(Input Opens)

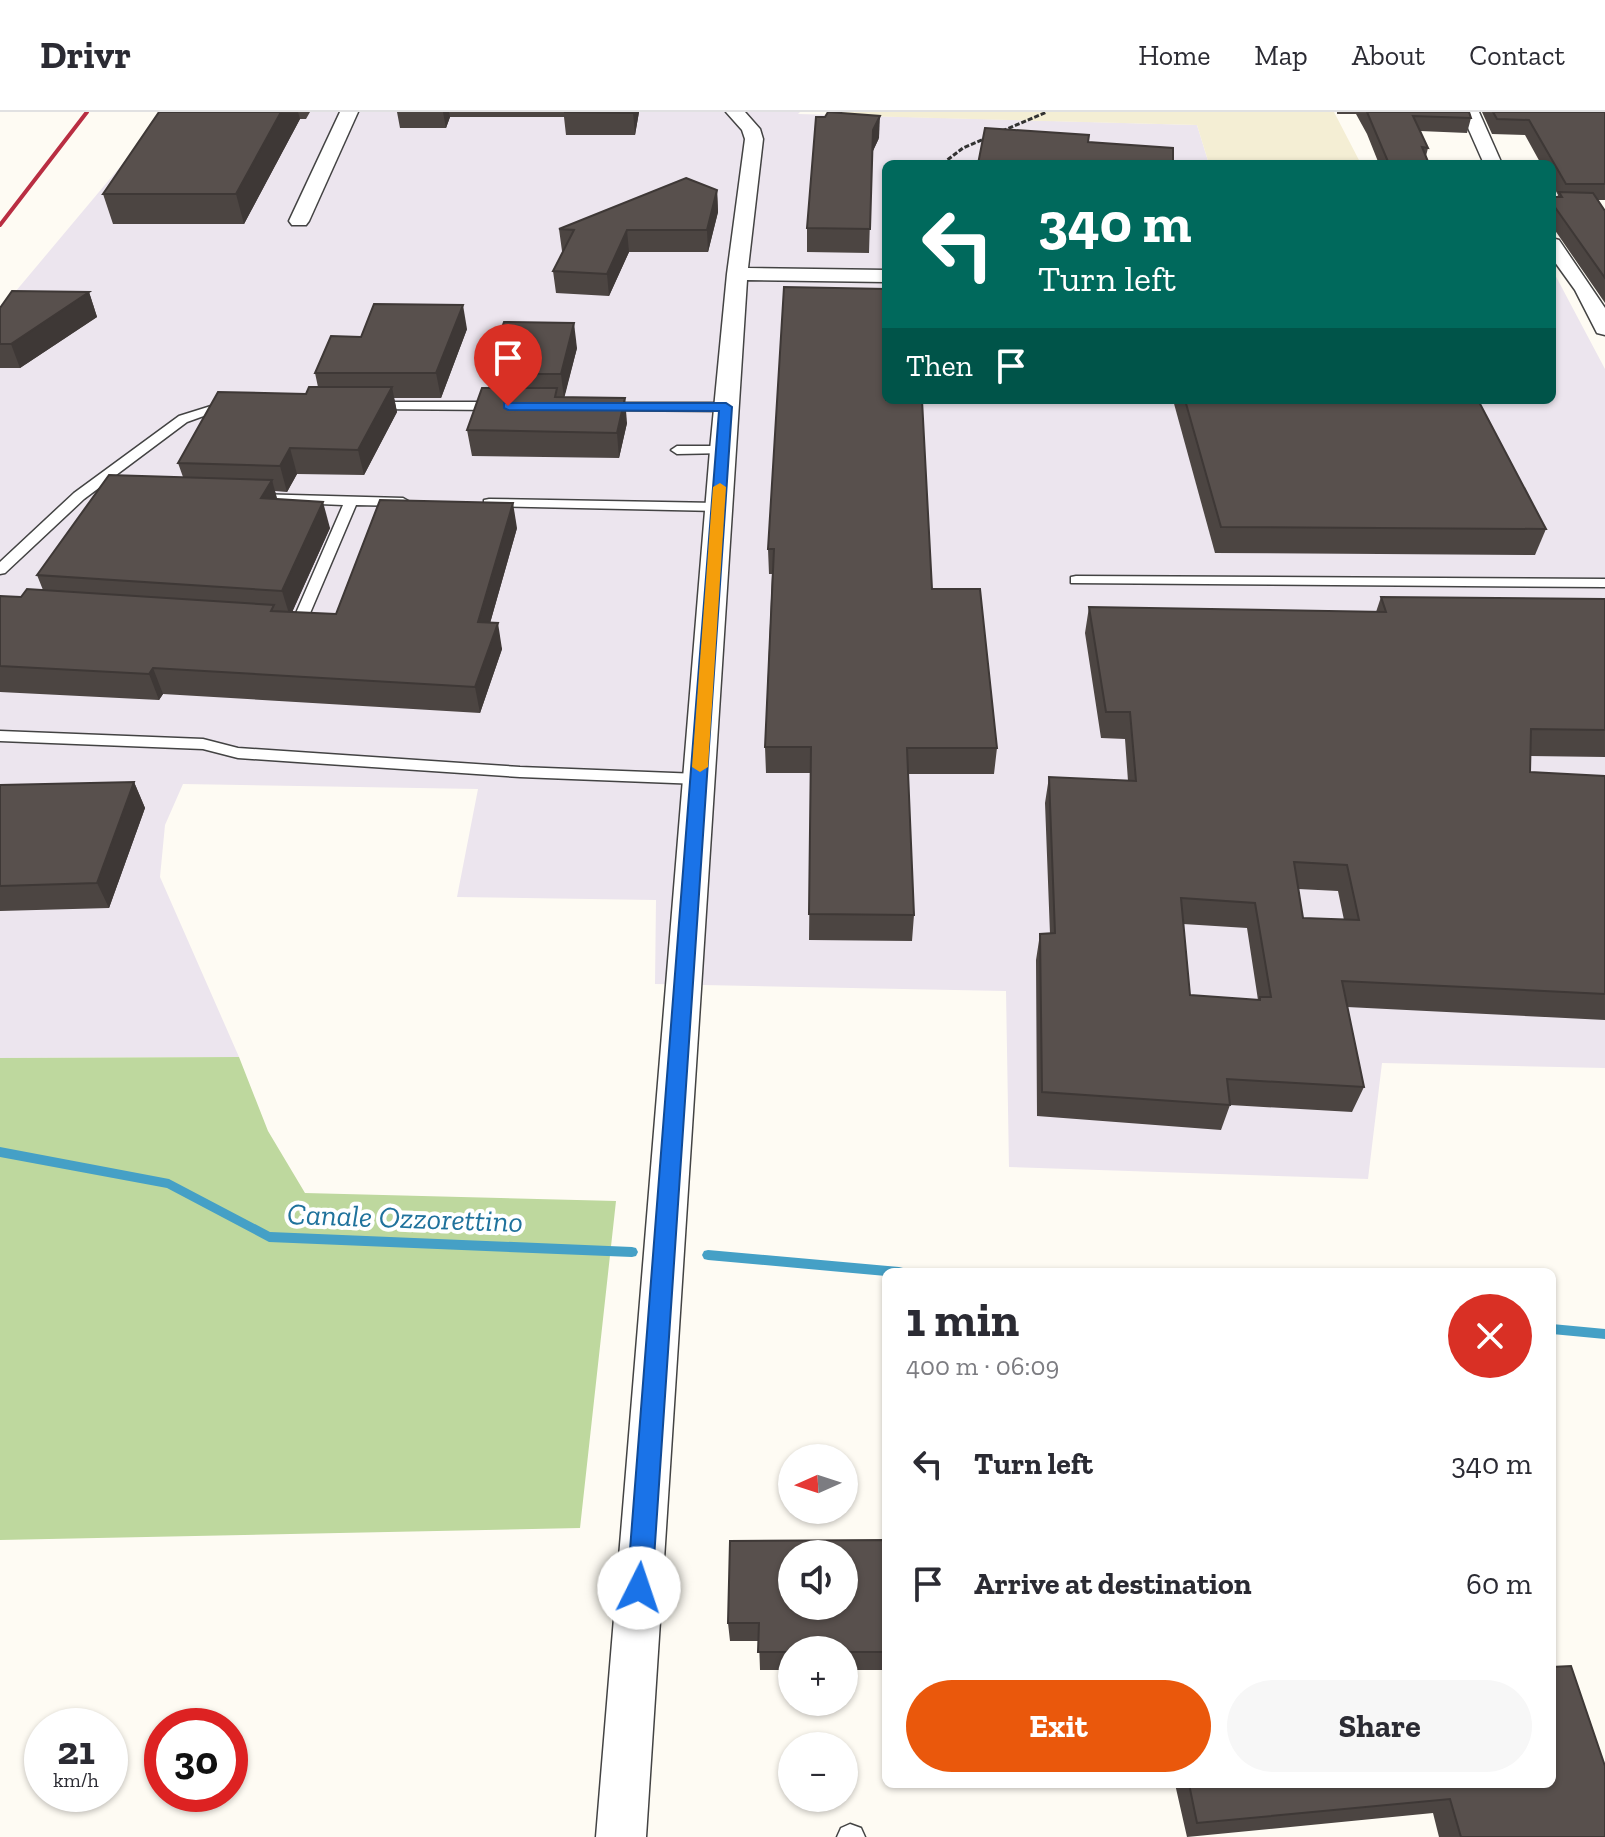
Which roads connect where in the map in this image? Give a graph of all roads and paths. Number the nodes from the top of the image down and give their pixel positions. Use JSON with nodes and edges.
{"nodes":[{"id":1,"x":349,"y":112,"type":"edge"},
{"id":2,"x":735,"y":112,"type":"edge"},
{"id":3,"x":1047,"y":112,"type":"edge"},
{"id":4,"x":1470,"y":112,"type":"edge"},
{"id":5,"x":947,"y":160,"type":"edge"},
{"id":6,"x":1490,"y":160,"type":"edge"},
{"id":7,"x":299,"y":221,"type":"dead end"},
{"id":8,"x":1556,"y":250,"type":"edge"},
{"id":9,"x":737,"y":274,"type":"junction"},
{"id":10,"x":882,"y":276,"type":"edge"},
{"id":11,"x":1563,"y":290,"type":"dead end"},
{"id":12,"x":1585,"y":290,"type":"junction"},
{"id":13,"x":1605,"y":328,"type":"edge"},
{"id":14,"x":244,"y":404,"type":"edge"},
{"id":15,"x":353,"y":405,"type":"edge"},
{"id":16,"x":508,"y":406,"type":"edge"},
{"id":17,"x":586,"y":406,"type":"edge"},
{"id":18,"x":726,"y":407,"type":"junction"},
{"id":19,"x":677,"y":450,"type":"dead end"},
{"id":20,"x":722,"y":450,"type":"junction"},
{"id":21,"x":105,"y":494,"type":"edge"},
{"id":22,"x":79,"y":496,"type":"junction"},
{"id":23,"x":242,"y":497,"type":"edge"},
{"id":24,"x":351,"y":501,"type":"junction"},
{"id":25,"x":412,"y":502,"type":"edge"},
{"id":26,"x":472,"y":503,"type":"edge"},
{"id":27,"x":718,"y":507,"type":"junction"},
{"id":28,"x":0,"y":570,"type":"edge"},
{"id":29,"x":1076,"y":580,"type":"dead end"},
{"id":30,"x":1605,"y":583,"type":"edge"},
{"id":31,"x":267,"y":623,"type":"edge"},
{"id":32,"x":0,"y":736,"type":"edge"},
{"id":33,"x":699,"y":779,"type":"junction"},
{"id":34,"x":621,"y":1837,"type":"edge"}],
"edges":[{"from":1,"to":7,"type":"street"},
{"from":2,"to":9,"type":"street"},
{"from":3,"to":5,"type":"path"},
{"from":4,"to":6,"type":"street"},
{"from":8,"to":12,"type":"street"},
{"from":9,"to":10,"type":"street"},
{"from":9,"to":18,"type":"street"},
{"from":11,"to":12,"type":"street"},
{"from":12,"to":13,"type":"street"},
{"from":14,"to":22,"type":"lane"},
{"from":15,"to":16,"type":"lane"},
{"from":17,"to":18,"type":"lane"},
{"from":18,"to":20,"type":"street"},
{"from":19,"to":20,"type":"lane"},
{"from":20,"to":27,"type":"street"},
{"from":21,"to":22,"type":"lane"},
{"from":22,"to":28,"type":"lane"},
{"from":23,"to":24,"type":"lane"},
{"from":24,"to":25,"type":"lane"},
{"from":24,"to":31,"type":"lane"},
{"from":26,"to":27,"type":"lane"},
{"from":27,"to":33,"type":"street"},
{"from":29,"to":30,"type":"lane"},
{"from":32,"to":33,"type":"lane"},
{"from":33,"to":34,"type":"street"}]}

(Input Closes)

What needs to be done: Search the entries for the string "edges". Copy every line that has it.

Response below:
Which roads connect where in the map in this image? Give a graph of all roads and paths. Number the nodes from the top of the image down and give their pixel positions. Use JSON with nodes and edges.
"edges":[{"from":1,"to":7,"type":"street"},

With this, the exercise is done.